I mean really what made you say such things about PHP? not being a serious language like Perl? This is not an attack mind you, but I'm curious to know what Yahoo, Flickr, Wikipedia, and perhaps to some extent Facebook seemed to have missed when they decided to use PHP for server side stuff. What's with all the PHP hate here in YC anyways?


The reason I can't stand it is because I've had to deal with so much of it that sucks. Also, it just doesn't feel like what I want in a language.

The real double edged sword for PHP is that it made it very easy to do web programming. The good side of that is that it let a lot of people write web stuff who otherwise might not have been able to. The bad side of that is that a lot of those people write really bad code that is no fun to clean up.


How exactly did PHP ever make it "very easy" to do web programming? Was that when register_globals was on? Was it that there was plenty of example code to cut and paste?

I hear this "easy" term applied to PHP by many people, but when I look at the language itself, I don't see it. PHP is easy for me because I did C for 12 years, but I look at the comp.lang.php newsgroup and see newbies tripping over all sorts of things.


There is a well-worn path for beginners in PHP, with baby steps and encouragement all along the way. You can gradually mix PHP into your HTML site, line by line and file by file, and make your site better with each step. (Look, I've got the date in my Web page and it actually updates!)

There's a tradition of building simple CRUD apps in PHP - a handful of database tables, and a PHP file for each URL that acts as a thin glue layer between raw SQL and HTML presentation. These are some of the easiest Web apps to understand - which is not to say that they are actually easy - and they are a good place to start.

By contrast, learning something like Rails requires a big up-front investment. There are objects. There's a database and an ORM. There's an MVC framework. There's an abstract mapping between URLs and the methods of your controller objects. All of this makes great sense once you can see the big picture, but to a brand-new programmer PHP must look a lot less intimidating.


"There is a well-worn path for beginners in PHP, with baby steps and encouragement all along the way."

Down that path lies madness. I've seen the newbie-focused tutorials for PHP, and it explains a lot of the garbage that passes for software in the PHP world. It is entirely possible to write good software in PHP (I'm reasonably impressed by the Dokuwiki and Flyspray code, for example), but you have to learn the language at least twice to get to that point.

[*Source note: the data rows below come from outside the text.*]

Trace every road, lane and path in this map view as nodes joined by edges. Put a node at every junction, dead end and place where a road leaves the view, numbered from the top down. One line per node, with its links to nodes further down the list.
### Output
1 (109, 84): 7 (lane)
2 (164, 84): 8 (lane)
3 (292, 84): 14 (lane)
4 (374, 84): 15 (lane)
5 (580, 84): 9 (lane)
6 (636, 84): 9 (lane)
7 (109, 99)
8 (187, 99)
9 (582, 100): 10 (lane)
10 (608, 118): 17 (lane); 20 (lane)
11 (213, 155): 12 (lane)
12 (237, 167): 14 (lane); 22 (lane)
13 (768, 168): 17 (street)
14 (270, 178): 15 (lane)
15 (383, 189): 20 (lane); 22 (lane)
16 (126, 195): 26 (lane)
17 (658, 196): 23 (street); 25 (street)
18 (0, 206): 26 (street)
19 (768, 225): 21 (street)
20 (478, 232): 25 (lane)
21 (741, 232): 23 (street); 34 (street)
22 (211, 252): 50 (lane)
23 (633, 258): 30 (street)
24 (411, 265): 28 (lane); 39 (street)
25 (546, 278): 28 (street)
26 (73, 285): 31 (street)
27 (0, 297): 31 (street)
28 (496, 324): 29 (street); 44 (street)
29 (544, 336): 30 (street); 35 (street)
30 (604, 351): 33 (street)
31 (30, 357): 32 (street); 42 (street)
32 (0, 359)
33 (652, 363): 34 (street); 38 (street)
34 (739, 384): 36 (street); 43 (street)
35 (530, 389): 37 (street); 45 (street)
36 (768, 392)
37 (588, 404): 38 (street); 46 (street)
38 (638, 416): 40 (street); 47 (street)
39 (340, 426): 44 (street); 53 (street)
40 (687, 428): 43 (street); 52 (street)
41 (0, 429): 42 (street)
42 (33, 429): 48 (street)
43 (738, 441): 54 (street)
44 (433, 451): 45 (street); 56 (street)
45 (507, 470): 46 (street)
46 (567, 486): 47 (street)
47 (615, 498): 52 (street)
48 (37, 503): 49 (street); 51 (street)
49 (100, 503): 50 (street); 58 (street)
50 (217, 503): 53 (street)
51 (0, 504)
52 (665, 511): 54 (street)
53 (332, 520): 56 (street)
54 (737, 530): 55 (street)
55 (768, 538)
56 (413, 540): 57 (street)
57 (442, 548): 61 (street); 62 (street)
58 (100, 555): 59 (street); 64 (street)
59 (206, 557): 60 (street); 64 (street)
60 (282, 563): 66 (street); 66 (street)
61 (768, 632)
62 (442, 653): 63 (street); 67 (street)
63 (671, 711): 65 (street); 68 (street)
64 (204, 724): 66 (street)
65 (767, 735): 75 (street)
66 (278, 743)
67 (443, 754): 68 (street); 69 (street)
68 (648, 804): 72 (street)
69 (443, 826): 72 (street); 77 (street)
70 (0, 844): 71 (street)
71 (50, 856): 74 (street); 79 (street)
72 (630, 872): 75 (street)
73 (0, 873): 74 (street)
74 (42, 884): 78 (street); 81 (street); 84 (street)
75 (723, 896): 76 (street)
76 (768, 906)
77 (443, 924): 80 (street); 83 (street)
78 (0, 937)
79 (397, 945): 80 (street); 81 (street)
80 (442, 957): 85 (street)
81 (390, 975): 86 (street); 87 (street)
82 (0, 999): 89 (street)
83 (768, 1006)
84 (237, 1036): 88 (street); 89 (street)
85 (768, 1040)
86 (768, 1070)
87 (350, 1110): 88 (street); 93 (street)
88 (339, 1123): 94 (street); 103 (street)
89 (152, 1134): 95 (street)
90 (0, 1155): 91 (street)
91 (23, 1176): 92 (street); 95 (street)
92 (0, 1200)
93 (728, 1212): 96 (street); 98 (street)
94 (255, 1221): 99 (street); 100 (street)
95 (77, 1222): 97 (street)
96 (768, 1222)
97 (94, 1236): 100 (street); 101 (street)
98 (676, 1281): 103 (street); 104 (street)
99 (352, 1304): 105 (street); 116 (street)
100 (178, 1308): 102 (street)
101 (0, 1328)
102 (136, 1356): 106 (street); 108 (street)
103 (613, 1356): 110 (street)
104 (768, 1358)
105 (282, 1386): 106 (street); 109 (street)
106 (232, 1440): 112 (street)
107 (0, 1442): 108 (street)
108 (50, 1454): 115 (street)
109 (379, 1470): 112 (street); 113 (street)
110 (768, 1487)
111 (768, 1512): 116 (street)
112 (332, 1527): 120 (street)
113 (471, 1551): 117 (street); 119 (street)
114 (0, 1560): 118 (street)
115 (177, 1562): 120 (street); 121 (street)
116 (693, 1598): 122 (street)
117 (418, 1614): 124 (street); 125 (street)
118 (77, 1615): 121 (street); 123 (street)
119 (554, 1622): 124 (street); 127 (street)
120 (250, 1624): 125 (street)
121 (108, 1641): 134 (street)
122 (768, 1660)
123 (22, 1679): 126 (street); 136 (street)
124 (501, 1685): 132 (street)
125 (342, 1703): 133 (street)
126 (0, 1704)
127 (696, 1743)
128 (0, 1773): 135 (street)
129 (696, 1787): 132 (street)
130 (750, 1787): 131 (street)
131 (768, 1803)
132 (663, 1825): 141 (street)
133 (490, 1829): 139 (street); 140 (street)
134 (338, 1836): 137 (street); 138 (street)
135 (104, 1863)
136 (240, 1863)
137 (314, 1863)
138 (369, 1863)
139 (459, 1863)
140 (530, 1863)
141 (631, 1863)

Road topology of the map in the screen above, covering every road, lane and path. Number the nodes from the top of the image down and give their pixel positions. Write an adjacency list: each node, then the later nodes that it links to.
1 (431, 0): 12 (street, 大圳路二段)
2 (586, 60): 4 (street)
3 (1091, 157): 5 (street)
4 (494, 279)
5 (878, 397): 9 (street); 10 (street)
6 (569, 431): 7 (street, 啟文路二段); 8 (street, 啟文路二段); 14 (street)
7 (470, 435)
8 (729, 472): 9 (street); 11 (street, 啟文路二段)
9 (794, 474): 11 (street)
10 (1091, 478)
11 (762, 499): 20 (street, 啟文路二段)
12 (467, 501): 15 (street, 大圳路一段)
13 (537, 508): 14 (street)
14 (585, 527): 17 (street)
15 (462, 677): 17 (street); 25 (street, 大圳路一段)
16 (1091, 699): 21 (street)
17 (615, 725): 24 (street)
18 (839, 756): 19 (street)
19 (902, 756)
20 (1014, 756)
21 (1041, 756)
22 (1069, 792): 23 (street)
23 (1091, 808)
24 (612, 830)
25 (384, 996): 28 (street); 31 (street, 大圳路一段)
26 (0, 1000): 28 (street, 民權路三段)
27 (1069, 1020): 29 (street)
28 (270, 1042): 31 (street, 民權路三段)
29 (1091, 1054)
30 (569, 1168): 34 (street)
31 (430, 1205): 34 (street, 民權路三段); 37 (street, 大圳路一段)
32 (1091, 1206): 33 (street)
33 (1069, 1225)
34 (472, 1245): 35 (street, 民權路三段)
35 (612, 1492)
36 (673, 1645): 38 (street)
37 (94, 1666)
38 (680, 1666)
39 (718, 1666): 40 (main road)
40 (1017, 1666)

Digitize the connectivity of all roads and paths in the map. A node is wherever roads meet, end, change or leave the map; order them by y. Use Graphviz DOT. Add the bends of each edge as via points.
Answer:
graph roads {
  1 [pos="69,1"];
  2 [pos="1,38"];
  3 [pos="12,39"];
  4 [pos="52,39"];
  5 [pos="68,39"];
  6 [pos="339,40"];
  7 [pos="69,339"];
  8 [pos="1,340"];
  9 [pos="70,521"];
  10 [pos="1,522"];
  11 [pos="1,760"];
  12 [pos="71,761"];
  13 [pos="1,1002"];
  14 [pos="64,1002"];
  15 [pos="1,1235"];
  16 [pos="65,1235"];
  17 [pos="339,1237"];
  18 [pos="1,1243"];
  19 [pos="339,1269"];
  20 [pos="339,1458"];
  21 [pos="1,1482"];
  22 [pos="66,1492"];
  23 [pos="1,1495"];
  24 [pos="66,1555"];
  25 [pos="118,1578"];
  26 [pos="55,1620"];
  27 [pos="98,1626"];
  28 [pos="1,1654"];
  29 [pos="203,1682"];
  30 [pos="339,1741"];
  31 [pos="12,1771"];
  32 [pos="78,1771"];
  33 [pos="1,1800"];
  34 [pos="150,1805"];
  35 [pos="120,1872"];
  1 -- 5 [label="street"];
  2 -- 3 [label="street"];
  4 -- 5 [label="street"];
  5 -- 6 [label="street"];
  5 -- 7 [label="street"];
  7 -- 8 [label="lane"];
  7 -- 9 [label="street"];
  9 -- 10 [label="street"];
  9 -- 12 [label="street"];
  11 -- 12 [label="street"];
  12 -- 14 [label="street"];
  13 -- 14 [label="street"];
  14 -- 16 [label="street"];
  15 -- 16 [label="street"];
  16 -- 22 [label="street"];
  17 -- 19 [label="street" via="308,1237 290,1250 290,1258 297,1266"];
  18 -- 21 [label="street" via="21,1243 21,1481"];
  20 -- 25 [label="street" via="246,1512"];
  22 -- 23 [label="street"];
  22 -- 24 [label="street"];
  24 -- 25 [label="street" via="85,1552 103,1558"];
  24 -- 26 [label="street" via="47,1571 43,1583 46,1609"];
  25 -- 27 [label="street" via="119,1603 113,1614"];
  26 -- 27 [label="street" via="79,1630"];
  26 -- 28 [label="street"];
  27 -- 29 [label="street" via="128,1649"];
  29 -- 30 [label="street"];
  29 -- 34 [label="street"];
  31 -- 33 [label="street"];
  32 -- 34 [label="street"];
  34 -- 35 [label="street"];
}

You learn it as a newbie, and learn horrible practices from the vast collection of misguided "help" in the Internet. You produce lots of code with those horrible practices...like no DB abstraction, inappropriate or no use of objects and encapsulation, and "gradually mix PHP into your HTML" design. And then you realize you've built an unmaintainable mess and start rewriting it with all of the better practices that have since been bolted on to PHP.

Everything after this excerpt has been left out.